Sumo Logic is hiring a Senior Machine Learning Engineer to build the intelligence behind the next generation of agentic AI systems that reason over massive, heterogeneous log data. In this role, you will combine machine learning, prompt engineering, context engineering, and rigorous evaluation to create autonomous AI agents for observability and security use cases.
What You'll Do
- Design, implement, and optimize agentic AI components, including tools, memory management, and prompts.
- Develop and maintain golden datasets by defining sourcing strategies, working with data vendors, and ensuring quality and representativeness at scale.
- Prototype and evaluate novel prompting strategies and reasoning chains for model reliability and interpretability.
- Collaborate cross-functionally with product, data, and infrastructure teams to deliver end-to-end AI-powered insights.
- Operate autonomously in a fast-paced, ambiguous environment—defining scope, setting milestones, and driving outcomes.
- Ensure reliability, performance, and observability of deployed agents through rigorous testing and continuous improvement.

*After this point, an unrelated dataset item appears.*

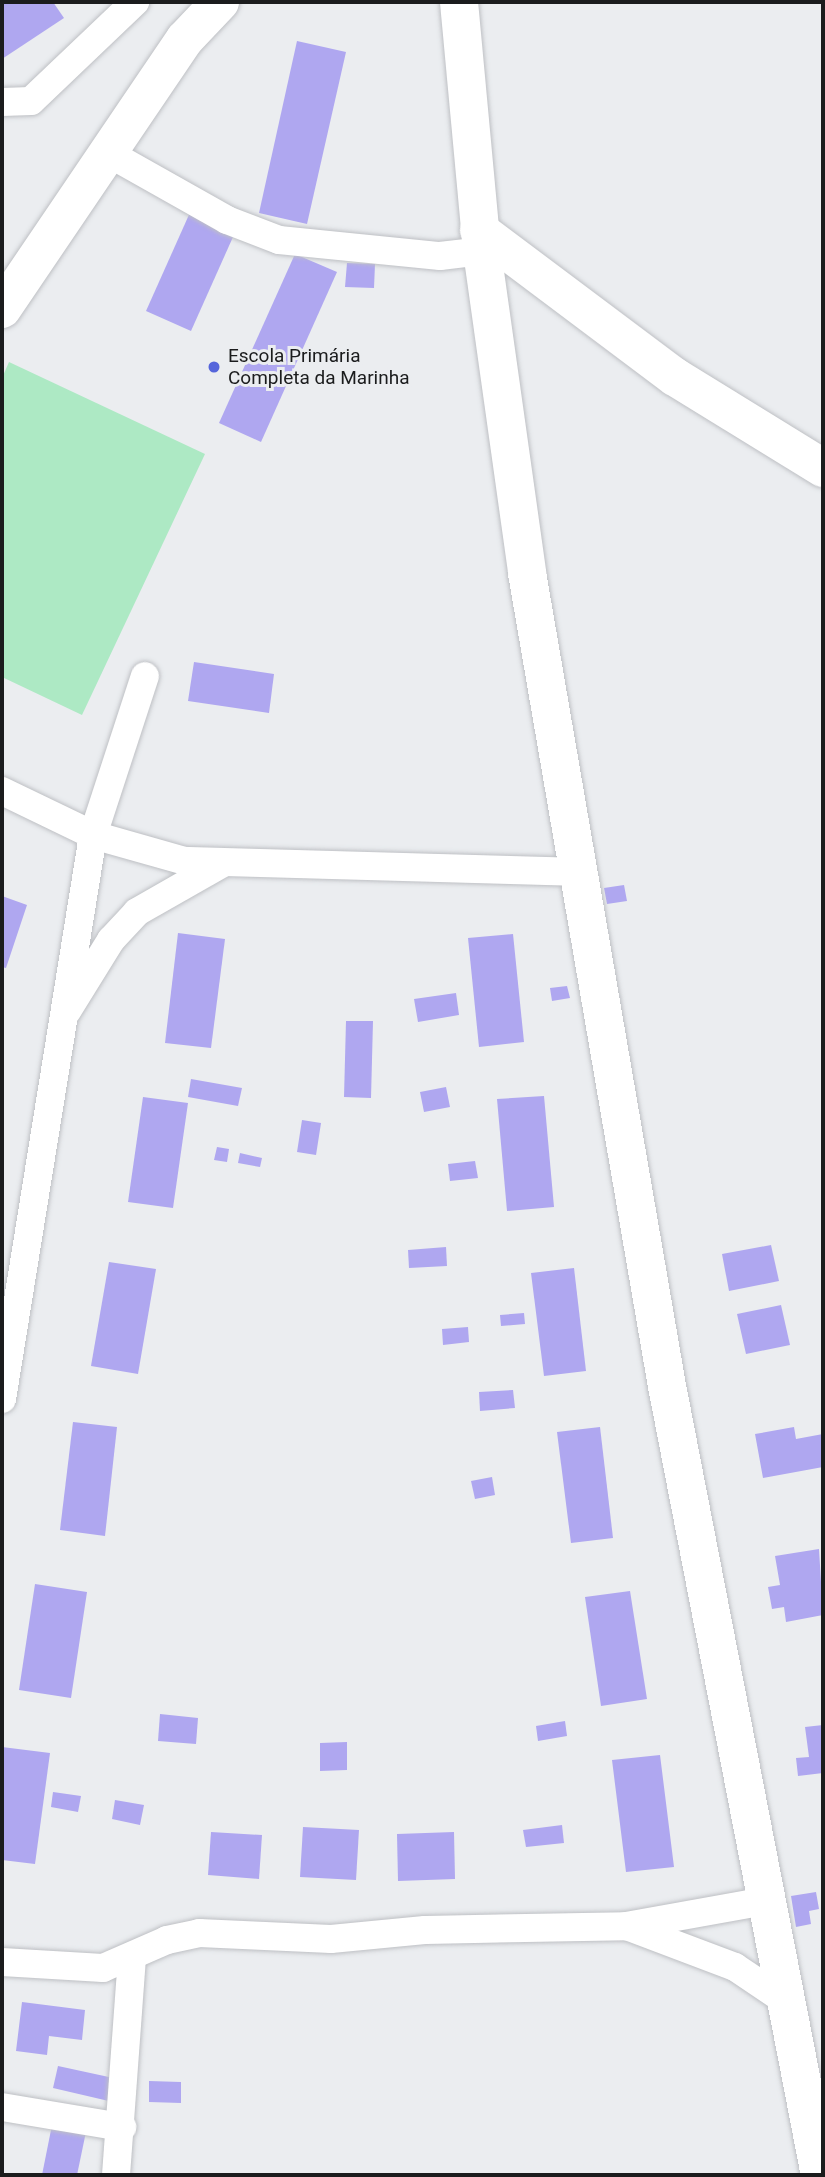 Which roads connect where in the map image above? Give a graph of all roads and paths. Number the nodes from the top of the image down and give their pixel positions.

- Maintain a strong bias for action—delivering incremental, well-tested improvements that directly enhance customer experience.
What We're Looking For
- B.Tech, M.Tech, or Ph.D. in Computer Science, Data Science, or a related field.
- 6+ years of hands-on industry experience with demonstrable ownership and delivery.
- Strong understanding of machine learning fundamentals, data pipelines, and model evaluation.
- Proficiency in Python and ML/data libraries such as NumPy, pandas, and scikit-learn.
- Working knowledge of LLM core concepts, prompt design, and agentic design patterns.
- Experience with distributed systems and dealing with large amounts of data.
- Strong communication skills and a passion for shaping emerging AI paradigms.
Nice to Have
- Experience leading a team of engineers.
- Prior experience building and deploying AI agents or LLM applications in production.
- Familiarity with modern agentic AI frameworks such as LangGraph, LangChain, or CrewAI.
- Experience with ML infrastructure and tooling including PyTorch, MLflow, Airflow, Docker, and AWS.
- Exposure to LLM Ops—infrastructure optimization, observability, latency, and cost monitoring.
Technical Stack
- Languages & Core Libraries: Python, NumPy, pandas, scikit-learn, PyTorch
- ML Ops & Infrastructure: MLflow, Airflow, Docker, AWS
- Agentic AI Frameworks: LangGraph, LangChain, CrewAI
Team & Environment
You will join a small, high-impact team driving the future of AI at Sumo Logic.
Sumo Logic is an equal opportunity employer.